As we have seen in part 1 and part 2 of this series on QGD optics, if a photon $b$ is absorbed by an object $a$ then $\Delta {{P}_{a}}=x{{m}_{a}}$. What this law implies is that only that part of the photon which obeys the formula $\Delta {{P}_{a}}=x{{m}_{a}}$is absorbed. The question is then: What happens when $\frac{{{m}_{b}}c}{{{m}_{a}}}\ne x$? We’ll look at two possible cases: the first is where $\frac{{{m}_{b}}c}{{{m}_{a}}}\ne x$and $\frac{{{m}_{b}}c}{{{m}_{a}}}<1$ and the second where $\frac{{{m}_{b}}c}{{{m}_{a}}}\ne x$and $\frac{{{m}_{b}}c}{{{m}_{a}}}>1$.

Reflection and the Photoelectric Effect

In the case where $\frac{{{m}_{b}}c}{{{m}_{a}}}\ne x$and $\frac{{{m}_{b}}c}{{{m}_{a}}}<1$, the momentum of the photon $b$ is less than the minimum possible change in the momentum of $a$ . In this case of the proverbial unstoppable force meeting an immovable object, the principle that comes into play is that of conservation of momentum of the system consisting of $a$ and $b$. If the photon cannot be absorbed then it can do two things. Pass through $a$ if it is transparent (this is discussed here) or, if $a$ is not transparent, and the momentum of the system is to be conserved, then $b$ must be reflected.

As we have seen earlier, QGD predicts that the $preon{{s}^{\left( - \right)}}$ which form quantum-geometrical space act on $a$ through n-gravity interactions which force is in direct opposition to the direction of the momentum vector of the photon $b$ (see figure).

Here we see that we can break down the momentum vector of the incident photon $b$ into two components. The component in blue is in opposition to n-gravity interaction between quantum-geometrical space and the object$a$. This component is reverted. The component in purple is not opposition and is thus conserved. The path of the reflected photon, labelled ${b}'$, is as shown. This explains why the angle of incidence is the same as the angle of reflection.

But this raises the question as to whether the incident and reflected photons are the same or distinct particles. Though it is possible that the incident and reflected photons are the same particle, a mechanism by which $a$ would absorb $b$ and emit a distinct particle ${b}'$ to conserve momentum is more consistent with the principles quantum-geometry dynamics. It is also consistent with the well-known phenomenon we call the photoelectric effect.

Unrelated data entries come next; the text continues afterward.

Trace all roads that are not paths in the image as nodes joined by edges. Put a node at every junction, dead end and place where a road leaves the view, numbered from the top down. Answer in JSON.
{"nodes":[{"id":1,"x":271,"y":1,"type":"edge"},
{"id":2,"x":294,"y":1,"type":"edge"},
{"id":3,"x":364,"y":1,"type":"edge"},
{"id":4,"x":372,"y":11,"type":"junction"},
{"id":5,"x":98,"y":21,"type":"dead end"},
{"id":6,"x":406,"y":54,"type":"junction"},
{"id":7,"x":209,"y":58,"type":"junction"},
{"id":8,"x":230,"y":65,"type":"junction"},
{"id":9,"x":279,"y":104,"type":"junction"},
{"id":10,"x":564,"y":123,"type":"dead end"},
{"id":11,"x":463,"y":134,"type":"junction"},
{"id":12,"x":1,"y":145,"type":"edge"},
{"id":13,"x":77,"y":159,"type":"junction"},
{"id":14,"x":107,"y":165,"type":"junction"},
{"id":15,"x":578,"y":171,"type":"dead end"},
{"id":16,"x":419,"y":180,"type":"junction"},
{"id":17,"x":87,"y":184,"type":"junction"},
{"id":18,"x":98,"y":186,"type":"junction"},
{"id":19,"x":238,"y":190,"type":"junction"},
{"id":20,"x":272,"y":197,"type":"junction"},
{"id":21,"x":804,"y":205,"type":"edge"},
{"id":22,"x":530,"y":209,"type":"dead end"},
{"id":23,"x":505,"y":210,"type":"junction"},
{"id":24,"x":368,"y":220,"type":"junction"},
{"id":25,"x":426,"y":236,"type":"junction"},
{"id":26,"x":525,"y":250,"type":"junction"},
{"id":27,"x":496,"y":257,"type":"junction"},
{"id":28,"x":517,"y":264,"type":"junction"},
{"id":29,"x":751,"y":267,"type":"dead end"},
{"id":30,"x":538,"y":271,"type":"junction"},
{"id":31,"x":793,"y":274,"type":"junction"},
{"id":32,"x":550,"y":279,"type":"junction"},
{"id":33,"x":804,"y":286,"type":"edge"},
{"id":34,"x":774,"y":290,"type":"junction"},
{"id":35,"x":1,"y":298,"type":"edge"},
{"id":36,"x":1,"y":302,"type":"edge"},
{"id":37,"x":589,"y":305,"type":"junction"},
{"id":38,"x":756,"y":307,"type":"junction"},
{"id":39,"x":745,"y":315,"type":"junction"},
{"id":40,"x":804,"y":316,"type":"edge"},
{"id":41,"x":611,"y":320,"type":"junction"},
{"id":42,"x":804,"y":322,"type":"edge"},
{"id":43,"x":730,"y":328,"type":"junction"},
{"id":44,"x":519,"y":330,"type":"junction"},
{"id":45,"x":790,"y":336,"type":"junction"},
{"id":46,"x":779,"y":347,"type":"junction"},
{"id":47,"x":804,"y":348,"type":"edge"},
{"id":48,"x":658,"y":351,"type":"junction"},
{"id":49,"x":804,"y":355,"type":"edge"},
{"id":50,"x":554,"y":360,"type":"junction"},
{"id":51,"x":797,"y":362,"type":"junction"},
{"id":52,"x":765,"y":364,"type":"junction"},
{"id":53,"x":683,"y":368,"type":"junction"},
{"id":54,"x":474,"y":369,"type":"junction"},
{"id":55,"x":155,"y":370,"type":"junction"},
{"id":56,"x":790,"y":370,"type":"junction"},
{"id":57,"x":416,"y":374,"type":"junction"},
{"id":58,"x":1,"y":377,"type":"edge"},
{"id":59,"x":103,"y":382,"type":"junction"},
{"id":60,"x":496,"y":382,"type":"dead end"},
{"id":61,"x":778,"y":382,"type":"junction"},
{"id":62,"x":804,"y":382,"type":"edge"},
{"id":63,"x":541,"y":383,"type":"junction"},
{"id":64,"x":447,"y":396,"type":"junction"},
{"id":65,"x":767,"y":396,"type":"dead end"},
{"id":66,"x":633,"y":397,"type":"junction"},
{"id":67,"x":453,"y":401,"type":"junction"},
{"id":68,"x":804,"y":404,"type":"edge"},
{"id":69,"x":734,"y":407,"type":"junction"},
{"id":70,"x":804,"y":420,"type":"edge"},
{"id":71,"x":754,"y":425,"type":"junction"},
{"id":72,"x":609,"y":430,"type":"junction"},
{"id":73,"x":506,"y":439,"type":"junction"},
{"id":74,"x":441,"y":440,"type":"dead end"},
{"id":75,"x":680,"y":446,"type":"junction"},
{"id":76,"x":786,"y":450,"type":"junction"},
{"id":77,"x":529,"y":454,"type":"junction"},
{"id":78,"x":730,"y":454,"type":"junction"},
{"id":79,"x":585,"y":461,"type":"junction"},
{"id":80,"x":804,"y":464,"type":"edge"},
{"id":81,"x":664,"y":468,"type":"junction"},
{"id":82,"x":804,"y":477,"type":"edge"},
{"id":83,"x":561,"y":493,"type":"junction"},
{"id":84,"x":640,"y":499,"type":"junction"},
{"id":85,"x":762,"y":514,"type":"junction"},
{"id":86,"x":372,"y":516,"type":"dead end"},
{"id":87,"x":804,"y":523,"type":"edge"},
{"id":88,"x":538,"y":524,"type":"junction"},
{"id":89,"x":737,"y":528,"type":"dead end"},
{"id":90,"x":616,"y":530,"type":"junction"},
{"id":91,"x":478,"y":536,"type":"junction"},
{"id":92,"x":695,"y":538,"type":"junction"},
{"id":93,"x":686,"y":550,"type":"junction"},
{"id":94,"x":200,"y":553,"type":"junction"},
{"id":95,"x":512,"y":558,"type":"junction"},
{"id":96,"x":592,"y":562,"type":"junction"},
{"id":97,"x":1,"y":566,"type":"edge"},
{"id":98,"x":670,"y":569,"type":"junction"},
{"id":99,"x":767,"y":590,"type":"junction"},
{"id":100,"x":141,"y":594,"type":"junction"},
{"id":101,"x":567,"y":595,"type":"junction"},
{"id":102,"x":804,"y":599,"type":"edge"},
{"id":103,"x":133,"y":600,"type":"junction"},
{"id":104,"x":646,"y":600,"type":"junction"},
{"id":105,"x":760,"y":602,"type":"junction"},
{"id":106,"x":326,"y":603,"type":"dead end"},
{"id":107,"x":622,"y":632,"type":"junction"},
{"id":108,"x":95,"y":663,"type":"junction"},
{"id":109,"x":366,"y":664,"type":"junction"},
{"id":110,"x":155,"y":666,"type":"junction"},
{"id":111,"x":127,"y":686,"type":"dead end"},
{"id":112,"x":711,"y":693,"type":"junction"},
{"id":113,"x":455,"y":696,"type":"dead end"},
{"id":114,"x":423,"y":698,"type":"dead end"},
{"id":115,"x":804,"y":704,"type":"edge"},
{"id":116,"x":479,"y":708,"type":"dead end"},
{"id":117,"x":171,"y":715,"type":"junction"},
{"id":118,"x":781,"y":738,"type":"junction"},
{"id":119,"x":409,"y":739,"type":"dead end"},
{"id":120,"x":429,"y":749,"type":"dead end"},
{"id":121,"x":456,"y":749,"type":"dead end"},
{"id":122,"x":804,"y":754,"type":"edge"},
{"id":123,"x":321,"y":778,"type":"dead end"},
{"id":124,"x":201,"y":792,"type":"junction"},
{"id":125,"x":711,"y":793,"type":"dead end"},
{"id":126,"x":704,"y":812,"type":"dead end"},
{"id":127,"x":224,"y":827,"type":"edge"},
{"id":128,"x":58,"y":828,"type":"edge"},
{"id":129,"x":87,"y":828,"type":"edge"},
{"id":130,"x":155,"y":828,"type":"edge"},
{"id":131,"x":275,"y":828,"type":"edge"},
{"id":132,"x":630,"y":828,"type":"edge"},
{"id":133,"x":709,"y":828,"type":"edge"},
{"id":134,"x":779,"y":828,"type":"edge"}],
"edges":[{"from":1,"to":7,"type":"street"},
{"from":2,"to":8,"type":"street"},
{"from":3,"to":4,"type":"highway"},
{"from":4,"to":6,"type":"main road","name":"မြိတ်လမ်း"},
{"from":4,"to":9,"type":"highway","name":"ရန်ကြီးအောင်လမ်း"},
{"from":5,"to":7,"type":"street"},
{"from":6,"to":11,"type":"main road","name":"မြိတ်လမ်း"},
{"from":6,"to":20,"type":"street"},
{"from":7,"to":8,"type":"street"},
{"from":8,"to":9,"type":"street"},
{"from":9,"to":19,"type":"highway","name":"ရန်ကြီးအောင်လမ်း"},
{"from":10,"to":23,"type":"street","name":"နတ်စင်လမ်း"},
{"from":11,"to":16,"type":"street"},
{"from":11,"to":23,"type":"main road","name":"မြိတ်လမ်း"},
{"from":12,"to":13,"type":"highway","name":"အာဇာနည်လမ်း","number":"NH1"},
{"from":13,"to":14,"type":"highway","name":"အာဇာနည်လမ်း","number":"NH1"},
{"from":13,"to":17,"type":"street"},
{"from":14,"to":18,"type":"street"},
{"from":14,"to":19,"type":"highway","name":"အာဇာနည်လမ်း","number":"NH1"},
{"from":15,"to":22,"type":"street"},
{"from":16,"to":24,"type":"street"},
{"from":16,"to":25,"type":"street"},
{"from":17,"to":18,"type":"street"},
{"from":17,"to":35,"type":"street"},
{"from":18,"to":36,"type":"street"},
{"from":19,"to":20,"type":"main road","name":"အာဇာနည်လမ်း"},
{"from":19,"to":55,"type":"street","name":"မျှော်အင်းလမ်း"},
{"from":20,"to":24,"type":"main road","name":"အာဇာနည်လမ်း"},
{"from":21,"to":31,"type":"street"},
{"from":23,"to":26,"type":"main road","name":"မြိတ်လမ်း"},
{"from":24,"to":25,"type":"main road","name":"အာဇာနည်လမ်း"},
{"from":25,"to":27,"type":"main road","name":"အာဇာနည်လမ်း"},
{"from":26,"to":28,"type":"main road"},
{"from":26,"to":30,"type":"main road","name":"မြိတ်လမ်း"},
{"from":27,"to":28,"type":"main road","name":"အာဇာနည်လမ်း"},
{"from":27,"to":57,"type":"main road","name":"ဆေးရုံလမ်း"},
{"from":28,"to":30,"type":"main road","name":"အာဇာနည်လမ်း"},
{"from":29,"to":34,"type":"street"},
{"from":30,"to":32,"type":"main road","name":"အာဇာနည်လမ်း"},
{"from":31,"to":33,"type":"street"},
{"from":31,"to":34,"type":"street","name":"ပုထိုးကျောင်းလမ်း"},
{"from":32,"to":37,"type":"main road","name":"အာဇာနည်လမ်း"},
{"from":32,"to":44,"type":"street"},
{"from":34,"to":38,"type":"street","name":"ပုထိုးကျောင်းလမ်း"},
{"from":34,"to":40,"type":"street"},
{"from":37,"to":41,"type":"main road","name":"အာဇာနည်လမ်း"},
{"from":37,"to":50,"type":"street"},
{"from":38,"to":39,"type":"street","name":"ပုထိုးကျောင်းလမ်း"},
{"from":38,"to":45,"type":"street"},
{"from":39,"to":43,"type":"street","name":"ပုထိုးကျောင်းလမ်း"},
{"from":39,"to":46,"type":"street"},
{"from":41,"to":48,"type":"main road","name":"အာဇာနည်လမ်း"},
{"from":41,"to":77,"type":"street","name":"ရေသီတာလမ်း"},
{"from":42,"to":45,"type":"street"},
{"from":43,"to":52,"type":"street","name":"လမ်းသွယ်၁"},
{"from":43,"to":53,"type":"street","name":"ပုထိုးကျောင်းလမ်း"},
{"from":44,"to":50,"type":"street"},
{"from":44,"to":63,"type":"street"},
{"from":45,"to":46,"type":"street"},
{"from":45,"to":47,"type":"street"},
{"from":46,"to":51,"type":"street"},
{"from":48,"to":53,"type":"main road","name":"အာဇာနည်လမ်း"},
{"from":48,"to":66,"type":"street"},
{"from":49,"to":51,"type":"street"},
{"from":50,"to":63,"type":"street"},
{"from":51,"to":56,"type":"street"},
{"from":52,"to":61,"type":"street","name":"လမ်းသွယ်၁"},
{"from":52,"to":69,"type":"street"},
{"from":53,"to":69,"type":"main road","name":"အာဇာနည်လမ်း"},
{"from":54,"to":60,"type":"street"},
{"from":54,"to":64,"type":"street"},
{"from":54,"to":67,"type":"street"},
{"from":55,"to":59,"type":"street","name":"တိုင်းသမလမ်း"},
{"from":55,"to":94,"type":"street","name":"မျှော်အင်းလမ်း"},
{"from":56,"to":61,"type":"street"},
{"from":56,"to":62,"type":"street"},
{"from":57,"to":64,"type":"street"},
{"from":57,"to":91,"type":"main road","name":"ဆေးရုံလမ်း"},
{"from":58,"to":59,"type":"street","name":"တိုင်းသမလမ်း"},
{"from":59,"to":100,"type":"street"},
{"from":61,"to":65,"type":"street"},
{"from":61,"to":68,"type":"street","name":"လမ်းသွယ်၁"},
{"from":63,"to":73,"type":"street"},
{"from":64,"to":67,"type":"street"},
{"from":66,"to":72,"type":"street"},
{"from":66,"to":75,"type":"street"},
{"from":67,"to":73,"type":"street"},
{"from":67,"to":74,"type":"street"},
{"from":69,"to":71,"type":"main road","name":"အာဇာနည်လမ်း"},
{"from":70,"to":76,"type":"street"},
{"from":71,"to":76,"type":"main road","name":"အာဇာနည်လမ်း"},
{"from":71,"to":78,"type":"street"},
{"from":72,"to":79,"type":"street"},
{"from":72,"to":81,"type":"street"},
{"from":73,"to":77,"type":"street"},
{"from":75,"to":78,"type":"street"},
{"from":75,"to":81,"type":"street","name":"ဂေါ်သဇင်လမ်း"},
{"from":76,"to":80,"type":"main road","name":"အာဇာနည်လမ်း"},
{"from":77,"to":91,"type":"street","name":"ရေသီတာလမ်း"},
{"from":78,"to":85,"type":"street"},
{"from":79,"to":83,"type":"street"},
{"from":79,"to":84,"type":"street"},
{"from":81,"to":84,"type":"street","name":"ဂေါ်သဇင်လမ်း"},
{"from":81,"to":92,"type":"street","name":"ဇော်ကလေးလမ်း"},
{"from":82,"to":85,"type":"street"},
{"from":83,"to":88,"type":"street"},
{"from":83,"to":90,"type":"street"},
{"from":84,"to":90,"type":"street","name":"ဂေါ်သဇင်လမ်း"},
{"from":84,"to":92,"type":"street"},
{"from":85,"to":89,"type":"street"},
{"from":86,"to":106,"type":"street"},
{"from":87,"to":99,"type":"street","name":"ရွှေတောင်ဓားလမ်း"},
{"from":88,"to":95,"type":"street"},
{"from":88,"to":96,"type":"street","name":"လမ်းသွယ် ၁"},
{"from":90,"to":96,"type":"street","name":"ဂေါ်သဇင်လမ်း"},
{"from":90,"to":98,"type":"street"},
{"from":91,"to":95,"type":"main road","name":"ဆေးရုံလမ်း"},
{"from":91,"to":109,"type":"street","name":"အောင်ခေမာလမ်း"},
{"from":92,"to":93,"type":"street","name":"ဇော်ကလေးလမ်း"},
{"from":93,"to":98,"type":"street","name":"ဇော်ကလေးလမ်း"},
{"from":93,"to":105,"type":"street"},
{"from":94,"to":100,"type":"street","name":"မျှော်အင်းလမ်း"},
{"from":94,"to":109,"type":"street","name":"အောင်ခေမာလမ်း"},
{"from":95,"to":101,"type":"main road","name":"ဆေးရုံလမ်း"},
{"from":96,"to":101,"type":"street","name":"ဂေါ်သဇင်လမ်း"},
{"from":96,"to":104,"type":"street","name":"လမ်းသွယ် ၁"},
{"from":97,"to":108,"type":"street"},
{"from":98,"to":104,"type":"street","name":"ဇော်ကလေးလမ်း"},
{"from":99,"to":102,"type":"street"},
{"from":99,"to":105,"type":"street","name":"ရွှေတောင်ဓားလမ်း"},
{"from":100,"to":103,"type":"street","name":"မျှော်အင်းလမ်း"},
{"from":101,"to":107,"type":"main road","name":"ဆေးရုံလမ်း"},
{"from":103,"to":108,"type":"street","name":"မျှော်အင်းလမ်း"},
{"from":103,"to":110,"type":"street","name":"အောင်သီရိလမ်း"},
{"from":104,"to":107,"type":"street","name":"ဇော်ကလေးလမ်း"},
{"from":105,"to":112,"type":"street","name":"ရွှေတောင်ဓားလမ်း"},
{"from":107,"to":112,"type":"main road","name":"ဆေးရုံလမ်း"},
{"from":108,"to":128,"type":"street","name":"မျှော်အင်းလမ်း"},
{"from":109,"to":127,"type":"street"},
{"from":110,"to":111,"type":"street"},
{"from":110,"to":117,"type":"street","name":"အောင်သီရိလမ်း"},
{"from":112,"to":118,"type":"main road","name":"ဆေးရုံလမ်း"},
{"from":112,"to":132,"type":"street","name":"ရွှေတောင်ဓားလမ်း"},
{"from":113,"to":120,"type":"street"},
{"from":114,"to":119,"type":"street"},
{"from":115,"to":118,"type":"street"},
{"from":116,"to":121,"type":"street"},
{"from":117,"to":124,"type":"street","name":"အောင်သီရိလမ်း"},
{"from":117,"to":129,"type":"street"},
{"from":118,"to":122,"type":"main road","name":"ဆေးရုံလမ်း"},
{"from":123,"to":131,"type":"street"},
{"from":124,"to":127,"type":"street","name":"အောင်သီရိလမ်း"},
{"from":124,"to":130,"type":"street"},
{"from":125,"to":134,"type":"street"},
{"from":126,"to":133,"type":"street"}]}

Now, in the case where $\frac{{{m}_{b}}c}{{{m}_{a}}}\ne x$and $\frac{{{m}_{b}}c}{{{m}_{a}}}>1$, the momentum of $b$ is greater than the minimum allowable change in momentum of $a$ , but here the ratio$\frac{{{m}_{b}}c}{{{m}_{a}}}$ being a non-integer, $a$ can only absorb $b$ by emitting a particle ${b}'$ such that ${{P}_{{{b}'}}}={{r}_{b}}$ where ${{r}_{b}}$ is the remainder of the Euclidian division $\frac{{{m}_{b}}c}{{{m}_{a}}}$. It is here obvious here that ${{r}_{b}}$, the momentum of ${b}'$, if this particle
is a photon, is also equal to its energy. The reflected photon will have a lower momentum and then the incident photon (which we perceive has having a different color). But ${b}'$ can be a particle other than a photon as long as its momentum is equal to${{r}_{b}}$.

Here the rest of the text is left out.